What to do: Where "nodes" appears in a line of the entries below, that line should be copied.

Data extracts:
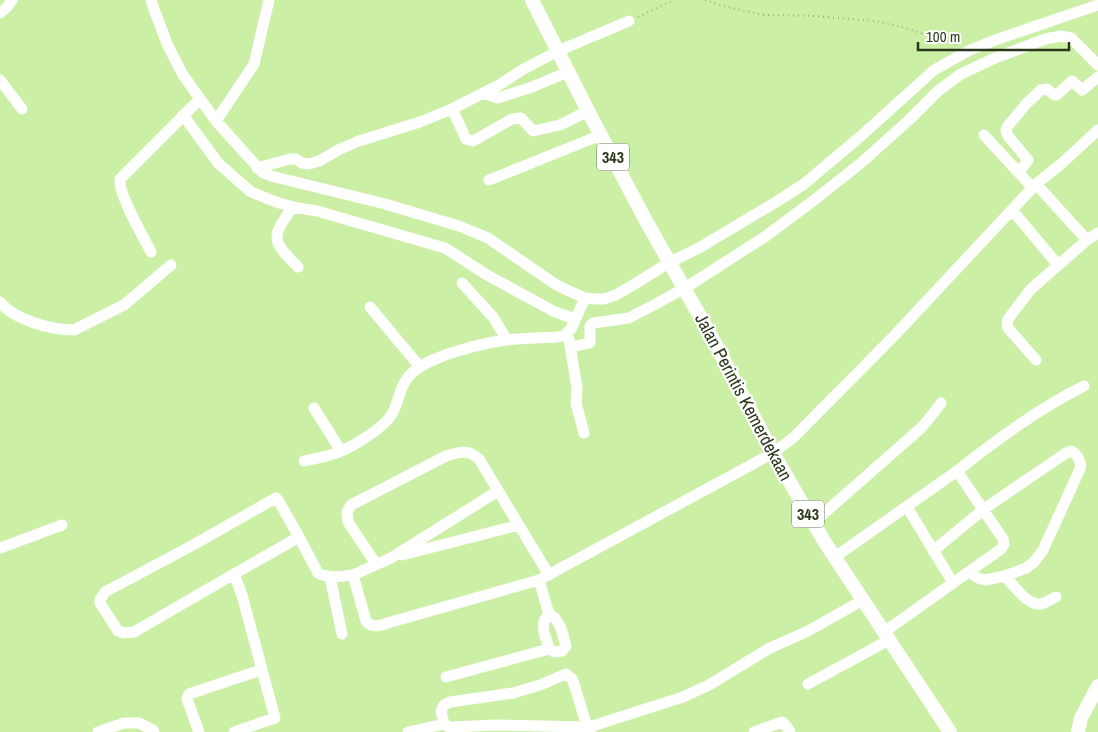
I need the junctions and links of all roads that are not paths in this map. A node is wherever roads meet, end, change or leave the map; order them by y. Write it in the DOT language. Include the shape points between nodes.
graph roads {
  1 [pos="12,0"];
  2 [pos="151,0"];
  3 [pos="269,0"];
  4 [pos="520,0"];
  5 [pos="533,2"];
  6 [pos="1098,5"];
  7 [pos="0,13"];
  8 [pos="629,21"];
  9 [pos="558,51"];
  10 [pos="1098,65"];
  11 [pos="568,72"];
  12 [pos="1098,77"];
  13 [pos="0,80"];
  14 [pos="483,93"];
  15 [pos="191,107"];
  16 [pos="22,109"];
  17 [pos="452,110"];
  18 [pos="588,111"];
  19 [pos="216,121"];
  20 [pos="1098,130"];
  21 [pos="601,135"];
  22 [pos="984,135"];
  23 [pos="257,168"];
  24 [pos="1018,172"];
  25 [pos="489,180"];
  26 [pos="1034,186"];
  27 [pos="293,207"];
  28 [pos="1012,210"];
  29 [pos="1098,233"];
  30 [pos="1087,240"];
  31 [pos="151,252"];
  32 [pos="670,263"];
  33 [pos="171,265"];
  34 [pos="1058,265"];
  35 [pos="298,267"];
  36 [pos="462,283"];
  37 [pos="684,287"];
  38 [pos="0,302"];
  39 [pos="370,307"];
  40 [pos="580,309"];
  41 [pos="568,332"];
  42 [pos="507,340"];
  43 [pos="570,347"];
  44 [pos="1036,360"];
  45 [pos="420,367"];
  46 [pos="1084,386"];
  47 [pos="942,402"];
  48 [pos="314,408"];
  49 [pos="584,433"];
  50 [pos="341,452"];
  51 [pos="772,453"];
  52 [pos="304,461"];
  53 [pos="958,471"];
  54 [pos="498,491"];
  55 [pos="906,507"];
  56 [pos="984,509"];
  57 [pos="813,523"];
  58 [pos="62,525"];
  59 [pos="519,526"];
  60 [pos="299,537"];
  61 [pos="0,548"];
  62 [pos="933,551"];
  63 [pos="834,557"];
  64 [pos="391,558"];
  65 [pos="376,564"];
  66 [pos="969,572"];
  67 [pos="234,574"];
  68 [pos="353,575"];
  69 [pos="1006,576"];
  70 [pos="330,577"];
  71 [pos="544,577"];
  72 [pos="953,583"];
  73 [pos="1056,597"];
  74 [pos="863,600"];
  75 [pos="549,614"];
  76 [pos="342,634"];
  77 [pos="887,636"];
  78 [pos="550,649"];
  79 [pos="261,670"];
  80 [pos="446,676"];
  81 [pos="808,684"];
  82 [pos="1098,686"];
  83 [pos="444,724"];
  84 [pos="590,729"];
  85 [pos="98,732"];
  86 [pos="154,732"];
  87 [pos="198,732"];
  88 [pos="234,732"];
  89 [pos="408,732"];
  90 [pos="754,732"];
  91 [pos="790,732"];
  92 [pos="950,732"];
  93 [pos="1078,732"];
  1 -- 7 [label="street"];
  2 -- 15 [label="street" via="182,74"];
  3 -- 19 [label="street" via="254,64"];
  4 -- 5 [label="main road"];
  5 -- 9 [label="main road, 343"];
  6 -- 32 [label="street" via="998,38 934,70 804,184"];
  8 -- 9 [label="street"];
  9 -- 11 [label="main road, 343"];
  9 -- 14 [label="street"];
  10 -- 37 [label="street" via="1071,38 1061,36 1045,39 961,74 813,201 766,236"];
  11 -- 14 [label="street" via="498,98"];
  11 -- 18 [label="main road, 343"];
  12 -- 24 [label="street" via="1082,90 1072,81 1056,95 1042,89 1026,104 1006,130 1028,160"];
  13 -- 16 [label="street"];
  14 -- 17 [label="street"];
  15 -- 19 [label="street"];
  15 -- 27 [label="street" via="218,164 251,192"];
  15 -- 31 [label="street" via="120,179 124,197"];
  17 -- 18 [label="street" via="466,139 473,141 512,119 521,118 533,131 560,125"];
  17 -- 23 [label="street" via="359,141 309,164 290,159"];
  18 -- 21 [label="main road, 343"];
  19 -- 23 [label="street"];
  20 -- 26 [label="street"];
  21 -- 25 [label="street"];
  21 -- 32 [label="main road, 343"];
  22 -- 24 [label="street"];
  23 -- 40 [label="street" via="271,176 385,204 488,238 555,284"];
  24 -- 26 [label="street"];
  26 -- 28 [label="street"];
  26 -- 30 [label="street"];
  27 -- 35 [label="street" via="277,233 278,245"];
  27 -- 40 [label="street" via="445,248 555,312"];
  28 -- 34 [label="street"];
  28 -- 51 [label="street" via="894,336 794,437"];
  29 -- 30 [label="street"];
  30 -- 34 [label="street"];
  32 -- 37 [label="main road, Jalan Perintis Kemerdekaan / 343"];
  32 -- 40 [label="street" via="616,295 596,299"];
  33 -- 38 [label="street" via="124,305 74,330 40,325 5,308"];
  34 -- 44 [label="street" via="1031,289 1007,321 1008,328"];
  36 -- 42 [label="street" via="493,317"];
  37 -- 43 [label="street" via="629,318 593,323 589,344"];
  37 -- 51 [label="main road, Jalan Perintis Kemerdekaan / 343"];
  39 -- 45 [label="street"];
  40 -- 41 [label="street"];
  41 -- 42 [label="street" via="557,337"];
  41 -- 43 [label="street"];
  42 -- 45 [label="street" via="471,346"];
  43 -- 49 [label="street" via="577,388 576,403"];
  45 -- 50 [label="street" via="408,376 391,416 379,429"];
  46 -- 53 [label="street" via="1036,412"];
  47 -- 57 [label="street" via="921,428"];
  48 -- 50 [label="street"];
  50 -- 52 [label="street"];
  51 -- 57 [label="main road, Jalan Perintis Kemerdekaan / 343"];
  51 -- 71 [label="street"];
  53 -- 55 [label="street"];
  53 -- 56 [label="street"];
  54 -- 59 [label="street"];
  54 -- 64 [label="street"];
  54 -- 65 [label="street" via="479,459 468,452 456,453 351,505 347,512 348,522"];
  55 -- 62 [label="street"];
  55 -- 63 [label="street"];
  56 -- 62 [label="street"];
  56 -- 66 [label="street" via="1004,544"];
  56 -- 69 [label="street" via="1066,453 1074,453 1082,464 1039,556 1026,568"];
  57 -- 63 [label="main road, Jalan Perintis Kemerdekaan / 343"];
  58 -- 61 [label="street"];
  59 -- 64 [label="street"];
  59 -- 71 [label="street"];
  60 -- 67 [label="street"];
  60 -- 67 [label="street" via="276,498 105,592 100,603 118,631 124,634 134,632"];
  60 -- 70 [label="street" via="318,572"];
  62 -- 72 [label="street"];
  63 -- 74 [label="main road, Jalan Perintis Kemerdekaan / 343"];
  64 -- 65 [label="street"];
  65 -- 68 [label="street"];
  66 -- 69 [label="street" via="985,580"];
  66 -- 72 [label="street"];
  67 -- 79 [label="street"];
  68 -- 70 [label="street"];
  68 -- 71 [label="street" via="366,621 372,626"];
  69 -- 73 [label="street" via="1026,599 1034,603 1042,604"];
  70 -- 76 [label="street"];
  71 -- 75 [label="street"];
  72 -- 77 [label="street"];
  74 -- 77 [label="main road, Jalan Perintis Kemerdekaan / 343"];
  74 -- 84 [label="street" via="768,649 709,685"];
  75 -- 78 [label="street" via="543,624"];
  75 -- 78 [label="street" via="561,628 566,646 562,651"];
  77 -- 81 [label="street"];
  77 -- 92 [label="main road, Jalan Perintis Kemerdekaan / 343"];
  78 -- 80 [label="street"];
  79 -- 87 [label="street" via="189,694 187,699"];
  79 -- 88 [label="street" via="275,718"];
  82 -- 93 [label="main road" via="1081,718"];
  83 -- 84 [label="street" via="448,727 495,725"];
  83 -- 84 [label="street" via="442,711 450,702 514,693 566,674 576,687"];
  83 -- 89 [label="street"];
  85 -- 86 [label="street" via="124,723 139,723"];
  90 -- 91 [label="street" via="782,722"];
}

---

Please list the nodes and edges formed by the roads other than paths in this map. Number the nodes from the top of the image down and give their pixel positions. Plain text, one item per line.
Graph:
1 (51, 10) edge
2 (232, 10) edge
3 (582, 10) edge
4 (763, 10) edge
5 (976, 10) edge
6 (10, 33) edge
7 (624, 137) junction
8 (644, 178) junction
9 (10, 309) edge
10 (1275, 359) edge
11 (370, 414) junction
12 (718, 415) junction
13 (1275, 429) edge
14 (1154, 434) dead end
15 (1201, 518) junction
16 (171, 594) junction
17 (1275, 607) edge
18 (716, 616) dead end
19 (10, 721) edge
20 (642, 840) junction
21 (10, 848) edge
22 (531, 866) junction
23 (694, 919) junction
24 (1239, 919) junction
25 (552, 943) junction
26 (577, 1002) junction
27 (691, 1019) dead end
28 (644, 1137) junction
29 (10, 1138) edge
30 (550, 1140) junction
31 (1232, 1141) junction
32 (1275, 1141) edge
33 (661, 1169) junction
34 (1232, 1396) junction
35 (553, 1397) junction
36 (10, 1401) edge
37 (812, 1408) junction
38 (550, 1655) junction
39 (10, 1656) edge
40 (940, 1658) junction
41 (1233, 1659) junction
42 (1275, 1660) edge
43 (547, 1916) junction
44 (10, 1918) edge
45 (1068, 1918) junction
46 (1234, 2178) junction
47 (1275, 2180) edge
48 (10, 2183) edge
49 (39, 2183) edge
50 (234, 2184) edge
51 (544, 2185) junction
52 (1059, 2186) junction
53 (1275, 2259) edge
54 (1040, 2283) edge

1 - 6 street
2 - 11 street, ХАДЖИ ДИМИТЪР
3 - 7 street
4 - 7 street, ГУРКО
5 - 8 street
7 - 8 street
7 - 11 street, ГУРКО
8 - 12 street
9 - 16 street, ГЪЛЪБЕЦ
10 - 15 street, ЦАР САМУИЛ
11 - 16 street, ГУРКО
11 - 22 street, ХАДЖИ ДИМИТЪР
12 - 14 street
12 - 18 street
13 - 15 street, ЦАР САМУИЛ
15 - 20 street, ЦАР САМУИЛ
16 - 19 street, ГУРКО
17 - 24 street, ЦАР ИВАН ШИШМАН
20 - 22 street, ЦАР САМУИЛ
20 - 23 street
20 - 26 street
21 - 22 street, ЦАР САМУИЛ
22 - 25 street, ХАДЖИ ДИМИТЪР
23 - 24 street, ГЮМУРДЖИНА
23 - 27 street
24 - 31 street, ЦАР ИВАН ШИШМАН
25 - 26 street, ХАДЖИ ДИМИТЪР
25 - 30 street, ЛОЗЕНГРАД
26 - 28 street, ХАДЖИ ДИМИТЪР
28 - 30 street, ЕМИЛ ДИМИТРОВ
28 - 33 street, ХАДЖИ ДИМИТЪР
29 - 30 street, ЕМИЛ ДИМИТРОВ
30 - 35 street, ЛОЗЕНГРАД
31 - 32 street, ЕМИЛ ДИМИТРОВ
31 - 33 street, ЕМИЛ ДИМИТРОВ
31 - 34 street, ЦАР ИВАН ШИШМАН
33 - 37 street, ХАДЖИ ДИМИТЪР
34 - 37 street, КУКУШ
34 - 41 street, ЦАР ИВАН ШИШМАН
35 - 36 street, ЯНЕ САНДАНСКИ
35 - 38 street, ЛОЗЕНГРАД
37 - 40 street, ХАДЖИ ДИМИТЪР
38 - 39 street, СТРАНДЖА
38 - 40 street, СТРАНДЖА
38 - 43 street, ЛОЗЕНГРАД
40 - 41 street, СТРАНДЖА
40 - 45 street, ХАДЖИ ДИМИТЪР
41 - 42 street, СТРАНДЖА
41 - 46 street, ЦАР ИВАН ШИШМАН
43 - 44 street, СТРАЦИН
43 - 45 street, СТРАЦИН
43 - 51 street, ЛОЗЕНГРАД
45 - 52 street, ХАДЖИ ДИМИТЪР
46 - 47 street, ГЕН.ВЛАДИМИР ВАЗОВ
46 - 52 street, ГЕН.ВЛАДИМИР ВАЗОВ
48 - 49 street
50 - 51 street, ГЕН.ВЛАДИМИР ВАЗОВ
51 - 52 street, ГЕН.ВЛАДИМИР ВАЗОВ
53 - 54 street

Response:
I need the junctions and links of all roads that are not paths in this map. A node is wherever roads meet, end, change or leave the map; order them by y. Write it in the DOT language. Include the shape points between nodes.
Please list the nodes and edges formed by the roads other than paths in this map. Number the nodes from the top of the image down and give their pixel positions. Plain text, one item per line.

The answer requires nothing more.